Interrogé le 5 juin par la journaliste Apolline de Malherbe sur BFM TV, le président du MoDem a déclaré que tout cela «n'était pas vrai», précisant que «le jour où on voudra s'intéresser aux preuves, on verra, on constatera que ça n'est pas vrai». François Bayrou a également estimé que ce rapport et les terminologies employées n'étaient pas clairs, s'offusquant de «soupçons infondés».
Le Haut-commissaire au plan nommé par Emmanuel Macron a également indiqué : «Un parlementaire, c'est quelqu'un qui vit ou qui est élu grâce à son parti politique; le fait de travailler avec son parti politique, c'est le b.a.-ba, si on ne le fait pas, c'est là où on est immoral.» Evoquant ces informations diffusées pour la première fois par Le Monde dans un article paru le 2 juin, le président du MoDem avait immédiatement déclaré sur Twitter que ces allégations étaient «fausses» et ces accusations «malveillantes».
Une quinzaine de personnes déjà mises en examen pour «détournement de fonds publics» ou «complicité»
Le rapport évalue le préjudice du Parlement européen à 1,4 million d'euros en intégrant toutefois dans ce chiffre l'intégralité (400 000 euros) de la rémunération des assistants ayant tout de même partiellement travaillé pour les eurodéputés, soulignent leurs auteurs.
Au final, l'OCLCIFF suggère des poursuites judiciaires pour «détournement de fonds publics» contre neuf ex-eurodéputés dont Sylvie Goulard, Nathalie Griesbeck, Jean-Luc Bennahmias et Robert Rochefort.
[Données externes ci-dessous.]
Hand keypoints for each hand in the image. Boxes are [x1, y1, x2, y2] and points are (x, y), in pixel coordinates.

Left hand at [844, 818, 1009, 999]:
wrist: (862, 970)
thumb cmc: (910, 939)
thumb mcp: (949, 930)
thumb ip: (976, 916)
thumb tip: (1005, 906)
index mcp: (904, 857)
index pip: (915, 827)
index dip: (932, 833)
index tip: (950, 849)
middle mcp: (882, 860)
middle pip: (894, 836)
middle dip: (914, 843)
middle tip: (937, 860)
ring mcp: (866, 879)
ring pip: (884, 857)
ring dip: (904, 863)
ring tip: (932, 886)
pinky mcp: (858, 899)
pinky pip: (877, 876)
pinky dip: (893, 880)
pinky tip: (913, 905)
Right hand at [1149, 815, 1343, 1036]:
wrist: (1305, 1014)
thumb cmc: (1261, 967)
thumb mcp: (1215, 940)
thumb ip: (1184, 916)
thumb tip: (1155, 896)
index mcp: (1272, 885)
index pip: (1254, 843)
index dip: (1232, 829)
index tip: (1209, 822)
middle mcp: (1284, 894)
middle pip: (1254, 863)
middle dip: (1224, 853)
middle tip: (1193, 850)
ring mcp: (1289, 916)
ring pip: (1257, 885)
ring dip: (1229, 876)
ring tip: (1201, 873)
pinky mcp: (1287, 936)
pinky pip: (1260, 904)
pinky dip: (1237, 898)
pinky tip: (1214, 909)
Cette infraction serait susceptible d'entraîner une peine d'inéligibilité pour ces anciens élus.
Les policiers estiment également possible de poursuivre trois cadres du parti pour «complicité» de ce délit et évoquent d'éventuelles poursuites pour «recel» contre les anciens assistants ainsi que contre le MoDem, son président, son ex-directeur financier et plusieurs autres personnes.
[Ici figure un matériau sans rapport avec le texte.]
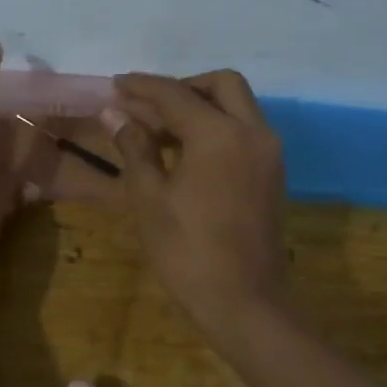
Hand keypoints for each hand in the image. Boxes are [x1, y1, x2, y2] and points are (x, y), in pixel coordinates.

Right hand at [110, 70, 290, 341]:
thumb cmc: (187, 251)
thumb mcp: (149, 198)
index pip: (175, 95)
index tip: (116, 84)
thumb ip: (134, 148)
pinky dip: (216, 129)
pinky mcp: (271, 175)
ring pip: (237, 108)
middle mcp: (252, 132)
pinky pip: (244, 132)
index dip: (142, 87)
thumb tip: (114, 114)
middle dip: (182, 88)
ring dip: (200, 107)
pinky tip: (185, 154)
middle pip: (221, 86)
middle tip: (147, 107)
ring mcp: (268, 154)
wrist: (243, 302)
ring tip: (158, 132)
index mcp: (219, 134)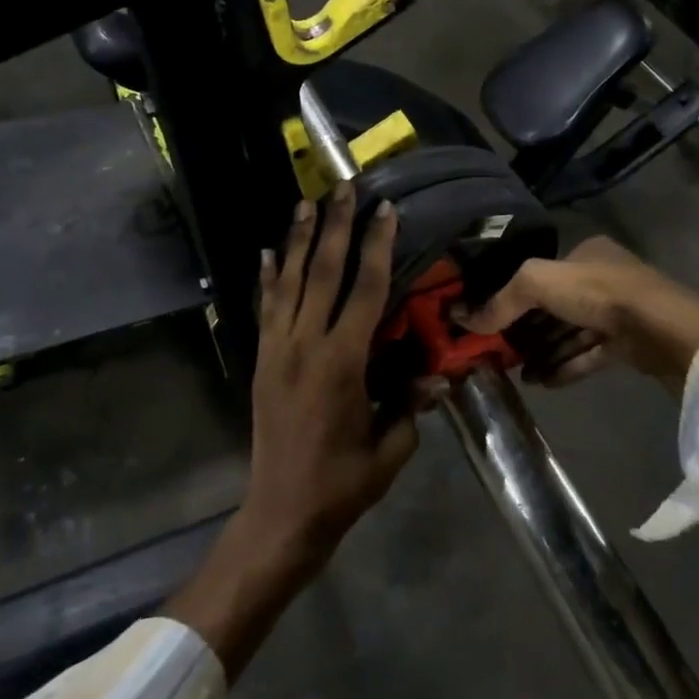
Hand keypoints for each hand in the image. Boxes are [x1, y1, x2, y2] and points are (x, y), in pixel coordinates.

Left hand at [245, 184, 418, 568]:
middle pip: (322, 273)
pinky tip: (269, 252)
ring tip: (305, 202)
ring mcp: (278, 350)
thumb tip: (436, 374)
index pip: (364, 290)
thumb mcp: (390, 448)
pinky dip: (268, 278)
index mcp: (342, 363)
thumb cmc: (343, 483)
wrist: (282, 512)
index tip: (383, 210)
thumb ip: (411, 404)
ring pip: (289, 282)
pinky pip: (265, 309)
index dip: (376, 247)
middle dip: (334, 227)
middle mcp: (305, 345)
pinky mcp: (262, 361)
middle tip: (343, 187)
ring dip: (299, 240)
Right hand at [459, 237, 698, 390]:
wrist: (661, 328)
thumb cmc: (598, 293)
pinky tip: (544, 382)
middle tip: (503, 353)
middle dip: (529, 331)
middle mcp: (603, 278)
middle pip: (555, 307)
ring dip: (545, 353)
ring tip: (520, 375)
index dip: (515, 298)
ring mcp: (619, 312)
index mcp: (585, 253)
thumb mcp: (538, 284)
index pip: (542, 275)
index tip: (492, 322)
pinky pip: (589, 354)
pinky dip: (566, 366)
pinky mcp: (629, 343)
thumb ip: (502, 300)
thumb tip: (463, 317)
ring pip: (572, 333)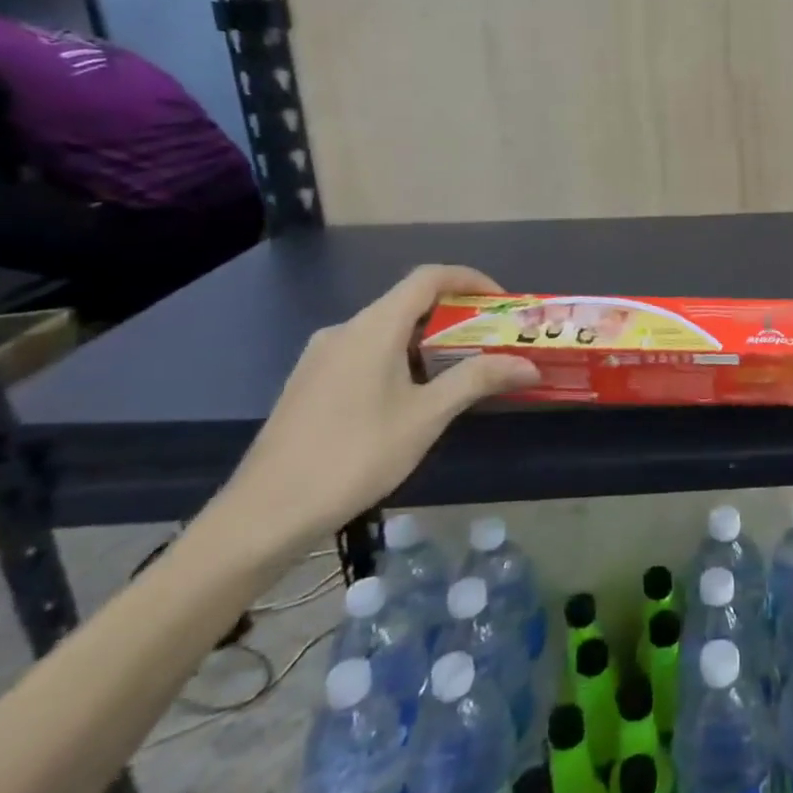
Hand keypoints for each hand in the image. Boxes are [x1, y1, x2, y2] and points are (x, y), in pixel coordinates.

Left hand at [214, 265, 538, 552]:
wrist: (264, 515)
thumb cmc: (353, 457)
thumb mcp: (425, 418)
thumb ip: (477, 380)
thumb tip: (528, 365)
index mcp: (373, 328)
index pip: (428, 278)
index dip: (470, 280)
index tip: (502, 303)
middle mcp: (344, 330)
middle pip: (409, 304)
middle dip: (456, 317)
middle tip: (491, 343)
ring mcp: (322, 357)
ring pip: (387, 331)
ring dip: (429, 342)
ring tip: (460, 373)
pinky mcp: (310, 383)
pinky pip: (366, 353)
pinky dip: (401, 359)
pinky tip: (413, 398)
Le dernier mot reviendra aux juges d'instruction qui ont déjà engagé des poursuites en ordonnant les mises en examen d'une quinzaine de personnes dès novembre-décembre 2019, la plupart pour «détournement de fonds publics» ou «complicité». Parmi eux, François Bayrou et son bras droit Marielle de Sarnez (décédée le 13 janvier) ainsi que l'ex-garde des Sceaux Michel Mercier.